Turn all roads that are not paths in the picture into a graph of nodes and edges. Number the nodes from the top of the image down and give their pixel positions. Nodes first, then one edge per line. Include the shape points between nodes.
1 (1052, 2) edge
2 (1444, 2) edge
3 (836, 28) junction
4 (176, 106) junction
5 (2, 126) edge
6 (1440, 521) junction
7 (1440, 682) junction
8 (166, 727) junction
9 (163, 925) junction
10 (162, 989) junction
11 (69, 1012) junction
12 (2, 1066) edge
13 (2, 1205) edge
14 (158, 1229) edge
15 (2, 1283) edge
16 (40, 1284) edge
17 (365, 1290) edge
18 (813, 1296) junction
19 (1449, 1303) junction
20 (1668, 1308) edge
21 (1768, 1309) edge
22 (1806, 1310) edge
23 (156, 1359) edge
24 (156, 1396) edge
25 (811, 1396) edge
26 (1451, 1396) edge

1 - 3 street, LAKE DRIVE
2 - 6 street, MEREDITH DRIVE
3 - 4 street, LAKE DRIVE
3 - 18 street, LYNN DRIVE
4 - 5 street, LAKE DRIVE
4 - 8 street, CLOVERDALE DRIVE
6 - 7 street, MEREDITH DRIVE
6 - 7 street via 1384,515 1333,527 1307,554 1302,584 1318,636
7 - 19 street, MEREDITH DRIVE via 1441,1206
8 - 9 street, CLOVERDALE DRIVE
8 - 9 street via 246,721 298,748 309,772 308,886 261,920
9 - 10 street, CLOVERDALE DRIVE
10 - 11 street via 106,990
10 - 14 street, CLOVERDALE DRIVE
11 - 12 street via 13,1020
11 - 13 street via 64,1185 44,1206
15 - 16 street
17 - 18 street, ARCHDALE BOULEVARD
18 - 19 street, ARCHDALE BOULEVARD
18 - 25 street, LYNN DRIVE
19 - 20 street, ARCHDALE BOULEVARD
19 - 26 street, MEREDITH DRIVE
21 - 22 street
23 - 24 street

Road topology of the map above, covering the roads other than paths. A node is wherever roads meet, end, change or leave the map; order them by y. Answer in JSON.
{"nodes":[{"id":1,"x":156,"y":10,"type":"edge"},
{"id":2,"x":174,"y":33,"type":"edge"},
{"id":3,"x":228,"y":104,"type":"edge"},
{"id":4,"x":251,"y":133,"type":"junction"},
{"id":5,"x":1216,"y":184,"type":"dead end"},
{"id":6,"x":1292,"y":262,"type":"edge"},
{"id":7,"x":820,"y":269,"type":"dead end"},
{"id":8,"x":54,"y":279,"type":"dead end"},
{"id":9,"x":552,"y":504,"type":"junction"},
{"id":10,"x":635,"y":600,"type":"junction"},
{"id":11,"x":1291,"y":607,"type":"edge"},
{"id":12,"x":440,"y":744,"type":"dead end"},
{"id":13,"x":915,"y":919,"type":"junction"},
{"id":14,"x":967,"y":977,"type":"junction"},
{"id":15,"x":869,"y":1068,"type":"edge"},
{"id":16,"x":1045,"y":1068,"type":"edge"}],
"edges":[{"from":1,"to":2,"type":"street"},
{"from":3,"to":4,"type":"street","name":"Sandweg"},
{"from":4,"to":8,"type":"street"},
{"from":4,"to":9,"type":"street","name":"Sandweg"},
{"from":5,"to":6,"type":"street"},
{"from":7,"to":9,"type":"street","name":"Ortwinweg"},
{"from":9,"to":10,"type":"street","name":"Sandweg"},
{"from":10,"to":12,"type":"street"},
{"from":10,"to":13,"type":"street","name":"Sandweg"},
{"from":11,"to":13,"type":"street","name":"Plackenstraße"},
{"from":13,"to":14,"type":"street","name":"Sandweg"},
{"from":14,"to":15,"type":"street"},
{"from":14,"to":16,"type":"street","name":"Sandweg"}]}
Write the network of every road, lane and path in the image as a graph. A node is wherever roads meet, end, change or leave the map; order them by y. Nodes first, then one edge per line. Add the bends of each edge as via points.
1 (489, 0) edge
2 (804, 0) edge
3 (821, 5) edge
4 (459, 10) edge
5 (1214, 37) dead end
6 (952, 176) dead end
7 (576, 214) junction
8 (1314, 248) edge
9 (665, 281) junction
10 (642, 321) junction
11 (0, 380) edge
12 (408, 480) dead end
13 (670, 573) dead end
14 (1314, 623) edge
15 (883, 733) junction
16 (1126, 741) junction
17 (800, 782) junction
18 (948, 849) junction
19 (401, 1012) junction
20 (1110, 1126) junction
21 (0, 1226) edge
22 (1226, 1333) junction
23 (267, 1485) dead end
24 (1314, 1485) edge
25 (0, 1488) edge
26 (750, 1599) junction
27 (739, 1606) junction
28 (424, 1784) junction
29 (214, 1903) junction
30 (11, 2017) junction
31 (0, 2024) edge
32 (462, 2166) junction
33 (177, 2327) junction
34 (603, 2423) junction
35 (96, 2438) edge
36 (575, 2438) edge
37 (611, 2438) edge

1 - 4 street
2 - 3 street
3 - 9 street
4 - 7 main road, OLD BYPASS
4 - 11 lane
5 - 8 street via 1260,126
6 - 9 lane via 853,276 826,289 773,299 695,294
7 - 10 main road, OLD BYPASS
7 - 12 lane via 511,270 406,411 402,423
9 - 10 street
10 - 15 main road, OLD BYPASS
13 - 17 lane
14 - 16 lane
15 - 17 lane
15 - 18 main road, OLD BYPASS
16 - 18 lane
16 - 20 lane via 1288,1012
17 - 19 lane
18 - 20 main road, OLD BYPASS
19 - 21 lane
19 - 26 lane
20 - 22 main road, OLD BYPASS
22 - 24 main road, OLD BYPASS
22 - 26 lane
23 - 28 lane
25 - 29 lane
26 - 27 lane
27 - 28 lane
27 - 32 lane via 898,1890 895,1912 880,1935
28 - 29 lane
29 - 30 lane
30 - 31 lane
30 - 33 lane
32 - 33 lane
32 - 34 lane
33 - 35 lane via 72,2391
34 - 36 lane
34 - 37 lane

....

▸ THE PROBLEM:
The answer must be all the lines above that hold the word "leave".

▸ SOLUTION:
Road topology of the map above, covering the roads other than paths. A node is wherever roads meet, end, change or leave the map; order them by y. Answer in JSON.
Write the network of every road, lane and path in the image as a graph. A node is wherever roads meet, end, change or leave the map; order them by y. Nodes first, then one edge per line. Add the bends of each edge as via points.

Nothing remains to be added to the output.